#### Records to use:
╭──

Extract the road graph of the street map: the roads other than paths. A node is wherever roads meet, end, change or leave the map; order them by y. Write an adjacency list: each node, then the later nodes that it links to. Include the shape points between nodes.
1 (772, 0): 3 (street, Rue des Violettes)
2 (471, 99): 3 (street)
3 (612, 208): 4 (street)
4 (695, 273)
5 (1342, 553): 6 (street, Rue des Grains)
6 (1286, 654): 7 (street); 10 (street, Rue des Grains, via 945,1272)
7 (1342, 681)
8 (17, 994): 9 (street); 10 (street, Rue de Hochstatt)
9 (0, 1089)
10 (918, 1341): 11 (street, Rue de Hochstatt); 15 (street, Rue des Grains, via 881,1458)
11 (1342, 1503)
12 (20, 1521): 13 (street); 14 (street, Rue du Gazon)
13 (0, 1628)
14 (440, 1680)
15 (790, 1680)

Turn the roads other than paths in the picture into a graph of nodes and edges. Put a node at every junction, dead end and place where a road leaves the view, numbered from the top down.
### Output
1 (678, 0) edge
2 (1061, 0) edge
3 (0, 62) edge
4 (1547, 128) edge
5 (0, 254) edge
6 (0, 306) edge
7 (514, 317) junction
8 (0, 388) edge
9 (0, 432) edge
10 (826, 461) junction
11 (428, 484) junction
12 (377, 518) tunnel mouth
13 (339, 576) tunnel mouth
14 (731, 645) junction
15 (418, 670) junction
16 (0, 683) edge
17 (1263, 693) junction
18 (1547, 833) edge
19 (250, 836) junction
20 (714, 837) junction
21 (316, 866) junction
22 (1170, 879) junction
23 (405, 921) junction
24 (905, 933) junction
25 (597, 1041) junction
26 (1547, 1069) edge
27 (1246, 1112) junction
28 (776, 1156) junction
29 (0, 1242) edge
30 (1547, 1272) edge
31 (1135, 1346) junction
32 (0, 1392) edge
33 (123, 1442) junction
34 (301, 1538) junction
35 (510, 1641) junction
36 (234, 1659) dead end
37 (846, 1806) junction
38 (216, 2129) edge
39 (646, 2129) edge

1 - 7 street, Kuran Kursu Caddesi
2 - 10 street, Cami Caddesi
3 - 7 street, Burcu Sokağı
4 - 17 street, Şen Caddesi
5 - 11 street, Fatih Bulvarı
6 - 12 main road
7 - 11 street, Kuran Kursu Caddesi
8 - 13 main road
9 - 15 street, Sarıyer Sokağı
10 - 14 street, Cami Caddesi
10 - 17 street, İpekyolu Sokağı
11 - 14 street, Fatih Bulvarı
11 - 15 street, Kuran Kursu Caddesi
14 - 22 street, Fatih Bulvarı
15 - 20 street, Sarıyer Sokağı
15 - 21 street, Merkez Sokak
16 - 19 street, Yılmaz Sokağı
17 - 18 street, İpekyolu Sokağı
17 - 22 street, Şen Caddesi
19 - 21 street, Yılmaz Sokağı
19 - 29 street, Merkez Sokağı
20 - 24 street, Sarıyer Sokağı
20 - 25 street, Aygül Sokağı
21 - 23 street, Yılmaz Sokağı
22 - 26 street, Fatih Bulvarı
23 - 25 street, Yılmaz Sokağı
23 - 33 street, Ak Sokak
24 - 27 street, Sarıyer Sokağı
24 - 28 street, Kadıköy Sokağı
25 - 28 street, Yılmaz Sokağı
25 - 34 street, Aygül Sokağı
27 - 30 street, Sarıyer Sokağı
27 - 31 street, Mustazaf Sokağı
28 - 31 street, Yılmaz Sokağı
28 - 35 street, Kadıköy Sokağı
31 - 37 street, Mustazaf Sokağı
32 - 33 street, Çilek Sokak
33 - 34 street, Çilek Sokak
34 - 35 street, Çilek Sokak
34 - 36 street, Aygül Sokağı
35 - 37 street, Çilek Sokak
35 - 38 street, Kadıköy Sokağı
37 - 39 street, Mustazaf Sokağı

╰──

#### Task details:
Where a line in the listing above includes the string "Aygül", copy that line.

#### Answer section:
20 - 25 street, Aygül Sokağı
25 - 34 street, Aygül Sokağı
34 - 36 street, Aygül Sokağı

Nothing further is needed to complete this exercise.